Neither Smith nor Callen would speculate on the sex life of the man who called police from inside the club early Sunday to profess his allegiance to a Middle East militant leader as he gunned down at least 49 people in cold blood.
But they expressed doubt over the family's story.
Other news reports fed the intrigue over his identity. An anonymous classmate from Mateen's police academy reportedly told the Palm Beach Post that Mateen was gay; that he'd been asked out by Mateen; and that they'd gone together to different gay bars at the time.
The Daily Beast, meanwhile, reported that the gunman frequently lunched at a diner where the waiter was an openly gay high-school classmate and drag queen. That classmate, Samuel King, said Mateen voiced no issues with gays and might have joined him at a drag show once or twice.
In separate interviews, both Callen and Smith described one incident that unnerved them.
They said they decided to keep their distance from Mateen after he exploded in anger at a joke told by one of their friends, possibly about religion: "He ended up pulling a knife," Callen said.
"He said if he ever messed with him again, you know how it'll turn out."
Now they're grappling with the shock of losing close friends. Pulse was like a second home to the couple after they moved from Indiana, and found new acceptance in Florida's more socially liberal climate.
Like several people interviewed Monday, they took exception to media descriptions of Pulse as a gay bar. Yes, they said, it has a predominantly gay clientele, but it catered to everyone.
Callen said he wished he had a place like that when he was an 18-year-old in Indiana. The place was so tolerant they even let him perform when he moved here four years ago and was far from ready for prime time.
"I was a hot mess," he said.
"And I grew to the queen that I am today... Straight people would come in.

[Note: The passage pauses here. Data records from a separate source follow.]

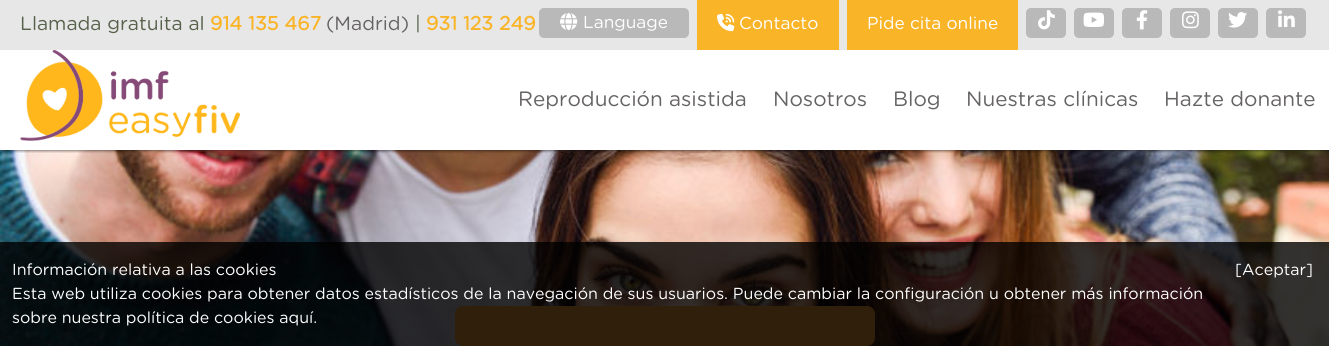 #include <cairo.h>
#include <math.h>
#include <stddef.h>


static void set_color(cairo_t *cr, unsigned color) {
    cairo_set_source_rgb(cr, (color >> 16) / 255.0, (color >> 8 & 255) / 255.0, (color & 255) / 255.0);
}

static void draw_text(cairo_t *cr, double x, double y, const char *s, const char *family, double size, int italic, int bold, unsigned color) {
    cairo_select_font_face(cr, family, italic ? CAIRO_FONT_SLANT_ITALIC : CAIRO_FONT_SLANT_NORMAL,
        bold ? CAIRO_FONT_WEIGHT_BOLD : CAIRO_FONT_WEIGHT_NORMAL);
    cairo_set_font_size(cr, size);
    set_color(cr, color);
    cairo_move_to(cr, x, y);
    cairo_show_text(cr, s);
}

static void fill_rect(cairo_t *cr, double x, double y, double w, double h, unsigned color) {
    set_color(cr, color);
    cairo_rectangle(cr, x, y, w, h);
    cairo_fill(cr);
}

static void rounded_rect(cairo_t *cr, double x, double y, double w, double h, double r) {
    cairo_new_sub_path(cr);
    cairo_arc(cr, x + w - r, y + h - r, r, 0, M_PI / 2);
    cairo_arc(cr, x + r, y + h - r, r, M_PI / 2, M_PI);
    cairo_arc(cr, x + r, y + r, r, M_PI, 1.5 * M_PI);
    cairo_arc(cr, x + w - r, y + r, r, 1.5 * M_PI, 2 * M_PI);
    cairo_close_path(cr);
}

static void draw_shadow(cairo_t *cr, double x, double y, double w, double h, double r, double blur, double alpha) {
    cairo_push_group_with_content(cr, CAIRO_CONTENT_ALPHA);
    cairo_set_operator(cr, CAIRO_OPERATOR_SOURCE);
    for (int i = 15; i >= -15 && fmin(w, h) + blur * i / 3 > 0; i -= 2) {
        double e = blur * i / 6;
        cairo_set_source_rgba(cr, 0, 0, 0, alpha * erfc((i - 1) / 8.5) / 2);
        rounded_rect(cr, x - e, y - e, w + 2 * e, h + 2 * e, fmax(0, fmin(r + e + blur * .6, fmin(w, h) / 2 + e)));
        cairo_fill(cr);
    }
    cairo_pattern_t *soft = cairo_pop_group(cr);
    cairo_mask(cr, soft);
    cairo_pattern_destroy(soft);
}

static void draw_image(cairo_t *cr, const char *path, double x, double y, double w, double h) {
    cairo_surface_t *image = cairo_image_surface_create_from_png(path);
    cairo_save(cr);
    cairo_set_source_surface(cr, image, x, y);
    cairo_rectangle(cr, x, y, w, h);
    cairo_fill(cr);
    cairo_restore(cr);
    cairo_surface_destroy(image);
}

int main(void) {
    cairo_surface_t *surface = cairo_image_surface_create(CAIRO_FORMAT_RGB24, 1329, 346);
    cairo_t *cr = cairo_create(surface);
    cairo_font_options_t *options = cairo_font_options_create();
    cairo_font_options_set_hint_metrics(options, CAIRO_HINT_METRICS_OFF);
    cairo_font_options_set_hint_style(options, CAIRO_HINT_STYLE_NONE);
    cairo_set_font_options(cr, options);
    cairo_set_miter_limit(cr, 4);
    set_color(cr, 0xFFFFFF);
    cairo_paint(cr);
    draw_image(cr, "assets/img10.png", 0, 150, 1329, 196);
    cairo_save(cr);
    cairo_rectangle(cr, 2, 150, 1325, 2);
    cairo_clip(cr);
    set_color(cr, 0x000000);
    draw_shadow(cr, 2, 5, 1325, 146, 0, 0.5, 0.2);
    cairo_restore(cr);
    cairo_save(cr);
    cairo_rectangle(cr, 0, 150, 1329, 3);
    cairo_clip(cr);
    set_color(cr, 0x000000);
    draw_shadow(cr, 0, 1, 1329, 150, 0, 2.5, 0.12);
    draw_shadow(cr, 0, 2, 1329, 150, 0, 1, 0.14);
    cairo_restore(cr);
    fill_rect(cr, 0, 0, 1329, 50, 0xE7E7E7);
    draw_text(cr, 20, 30, "Llamada gratuita al", "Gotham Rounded", 19.25, 0, 0, 0x56614B);
    draw_text(cr, 210, 30, "914 135 467", "Gotham Rounded", 19.25, 0, 1, 0xFAB428);
    draw_text(cr, 326, 30, "(Madrid)", "Gotham Rounded", 19.25, 0, 0, 0x666363);
    draw_text(cr, 415, 30, "|", "Gotham Rounded", 19.25, 0, 0, 0x56614B);
    draw_text(cr, 426, 30, "931 123 249", "Gotham Rounded", 19.25, 0, 1, 0xFAB428);
    set_color(cr, 0xB9B9B9);
    rounded_rect(cr, 539, 8, 150, 30, 5);
    cairo_fill(cr);
    draw_image(cr, "assets/img1.png", 560, 12, 18, 19);
    draw_text(cr, 583, 28, "Language", "Gotham Rounded", 17.25, 0, 0, 0xFFFFFF);
    fill_rect(cr, 697, 0, 142, 50, 0xFAB428);
    draw_image(cr, "assets/img2.png", 717, 13, 18, 19);
    draw_text(cr, 739, 29, "Contacto", "Gotham Rounded", 17.25, 0, 0, 0xFFFFFF);
    fill_rect(cr, 847, 0, 171, 50, 0xFAB428);
    draw_text(cr, 867, 29, "Pide cita online", "Gotham Rounded", 17.25, 0, 0, 0xFFFFFF);
    set_color(cr, 0xB9B9B9);
    rounded_rect(cr, 1026, 8, 40, 30, 5);
    cairo_fill(cr);
    draw_image(cr, "assets/img3.png", 1038, 10, 17, 20);
    rounded_rect(cr, 1074, 8, 40, 30, 5);
    cairo_fill(cr);
    draw_image(cr, "assets/img4.png", 1083, 12, 21, 15);
    rounded_rect(cr, 1122, 8, 40, 30, 5);
    cairo_fill(cr);
    draw_image(cr, "assets/img5.png", 1136, 10, 12, 20);
    rounded_rect(cr, 1170, 8, 40, 30, 5);
    cairo_fill(cr);
    draw_image(cr, "assets/img6.png", 1182, 11, 17, 18);
    rounded_rect(cr, 1218, 8, 40, 30, 5);
    cairo_fill(cr);
    draw_image(cr, "assets/img7.png", 1228, 12, 19, 16);
    rounded_rect(cr, 1266, 8, 40, 30, 5);
    cairo_fill(cr);
    draw_image(cr, "assets/img8.png", 1278, 10, 17, 17);
    draw_image(cr, "assets/img9.png", 20, 50, 220, 91);
    draw_text(cr, 518, 106, "Reproducción asistida", "Gotham Rounded", 20.75, 0, 0, 0x666363);
    draw_text(cr, 773, 106, "Nosotros", "Gotham Rounded", 20.75, 0, 0, 0x666363);
    draw_text(cr, 893, 106, "Blog", "Gotham Rounded", 20.75, 0, 0, 0x666363);
    draw_text(cr, 966, 106, "Nuestras clínicas", "Gotham Rounded", 20.75, 0, 0, 0x666363);
    draw_text(cr, 1164, 106, "Hazte donante", "Gotham Rounded", 20.75, 0, 0, 0x666363);
    set_color(cr, 0xF09C31);
    rounded_rect(cr, 455, 306, 420, 40, 8);
    cairo_fill(cr);
    cairo_set_source_rgba(cr, 0, 0, 0, 0.8);
    cairo_rectangle(cr, 0, 242, 1329, 104);
    cairo_fill(cr);
    draw_text(cr, 12, 275, "Información relativa a las cookies", "Gotham Rounded", 16, 0, 0, 0xFFFFFF);
    draw_text(cr, 12, 299, "Esta web utiliza cookies para obtener datos estadísticos de la navegación de sus usuarios. Puede cambiar la configuración u obtener más información", "Gotham Rounded", 16, 0, 0, 0xFFFFFF);
    draw_text(cr, 12, 323, "sobre nuestra política de cookies aquí.", "Gotham Rounded", 16, 0, 0, 0xFFFFFF);
    draw_text(cr, 1235, 275, "[Aceptar]", "Gotham Rounded", 16, 0, 0, 0xFFFFFF);
    cairo_surface_write_to_png(surface, "output.png");
    cairo_font_options_destroy(options);
    cairo_destroy(cr);
    cairo_surface_destroy(surface);
    return 0;
}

Couples. They would get up there and dance. They'd get birthday shots," he said.
"(It's a) place where you could come out. Just be you. To love who you are... That's what Pulse taught us."
The weekend's violent acts are spurring other signs of rapprochement between the city's communities.
A sign outside Orlando's LGBT centre warns that people should expect a security search of their bags upon entering. But visitors Monday overwhelmingly had acts of kindness on their mind.
Officials there said the loading area was filled with supplies people had dropped off, such as bottled water for families awaiting news about their loved ones.
One organizer said 200 people had responded to calls for grief counsellors. So many showed up that they had to create a database to keep track.
Rob Domenico said straight and gay people were lining up for hours to donate blood, in spite of U.S. restrictions on blood donations from men who have had sex with a man in the previous year.
"It's a tragedy," Domenico said.
"But it's wonderful to see a real community come together. Gay, straight... It's just a wonderful thing."